* **TO DO**
Exact copies of all entries are expected.

··· DATA ···

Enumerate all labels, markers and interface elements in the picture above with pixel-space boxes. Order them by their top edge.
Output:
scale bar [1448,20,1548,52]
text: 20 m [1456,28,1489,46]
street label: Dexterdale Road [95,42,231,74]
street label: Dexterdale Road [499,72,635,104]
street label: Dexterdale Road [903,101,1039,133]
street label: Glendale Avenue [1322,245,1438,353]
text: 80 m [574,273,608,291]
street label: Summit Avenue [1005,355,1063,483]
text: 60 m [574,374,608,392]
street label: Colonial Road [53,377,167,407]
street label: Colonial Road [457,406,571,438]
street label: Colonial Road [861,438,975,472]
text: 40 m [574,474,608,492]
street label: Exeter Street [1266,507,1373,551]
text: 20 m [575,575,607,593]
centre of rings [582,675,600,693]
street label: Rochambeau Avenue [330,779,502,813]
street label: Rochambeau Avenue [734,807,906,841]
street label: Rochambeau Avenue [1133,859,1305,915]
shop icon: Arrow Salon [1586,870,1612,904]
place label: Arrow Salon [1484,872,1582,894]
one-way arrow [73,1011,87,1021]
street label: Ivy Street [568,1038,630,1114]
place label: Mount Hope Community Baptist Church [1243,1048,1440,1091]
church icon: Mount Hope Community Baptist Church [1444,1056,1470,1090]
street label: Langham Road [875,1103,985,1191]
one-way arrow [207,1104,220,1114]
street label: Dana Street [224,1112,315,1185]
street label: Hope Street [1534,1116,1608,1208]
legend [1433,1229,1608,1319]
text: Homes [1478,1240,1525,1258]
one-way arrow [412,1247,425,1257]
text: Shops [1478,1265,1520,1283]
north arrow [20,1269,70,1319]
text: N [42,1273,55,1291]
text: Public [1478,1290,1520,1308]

···

* **SOLVED EXERCISE**
Enumerate all labels, markers and interface elements in the picture above with pixel-space boxes. Order them by their top edge.
Output:
scale bar [1448,20,1548,52]
text: 20 m [1456,28,1489,46]
street label: Dexterdale Road [95,42,231,74]
street label: Dexterdale Road [499,72,635,104]
street label: Dexterdale Road [903,101,1039,133]
street label: Glendale Avenue [1322,245,1438,353]
text: 80 m [574,273,608,291]
street label: Summit Avenue [1005,355,1063,483]
text: 60 m [574,374,608,392]
street label: Colonial Road [53,377,167,407]
street label: Colonial Road [457,406,571,438]
street label: Colonial Road [861,438,975,472]
text: 40 m [574,474,608,492]
street label: Exeter Street [1266,507,1373,551]
text: 20 m [575,575,607,593]
centre of rings [582,675,600,693]
street label: Rochambeau Avenue [330,779,502,813]
street label: Rochambeau Avenue [734,807,906,841]
street label: Rochambeau Avenue [1133,859,1305,915]
shop icon: Arrow Salon [1586,870,1612,904]
place label: Arrow Salon [1484,872,1582,894]
one-way arrow [73,1011,87,1021]
street label: Ivy Street [568,1038,630,1114]
place label: Mount Hope Community Baptist Church [1243,1048,1440,1091]
church icon: Mount Hope Community Baptist Church [1444,1056,1470,1090]
street label: Langham Road [875,1103,985,1191]
one-way arrow [207,1104,220,1114]
street label: Dana Street [224,1112,315,1185]
street label: Hope Street [1534,1116,1608,1208]
legend [1433,1229,1608,1319]
text: Homes [1478,1240,1525,1258]
one-way arrow [412,1247,425,1257]
text: Shops [1478,1265,1520,1283]
north arrow [20,1269,70,1319]
text: N [42,1273,55,1291]
text: Public [1478,1290,1520,1308]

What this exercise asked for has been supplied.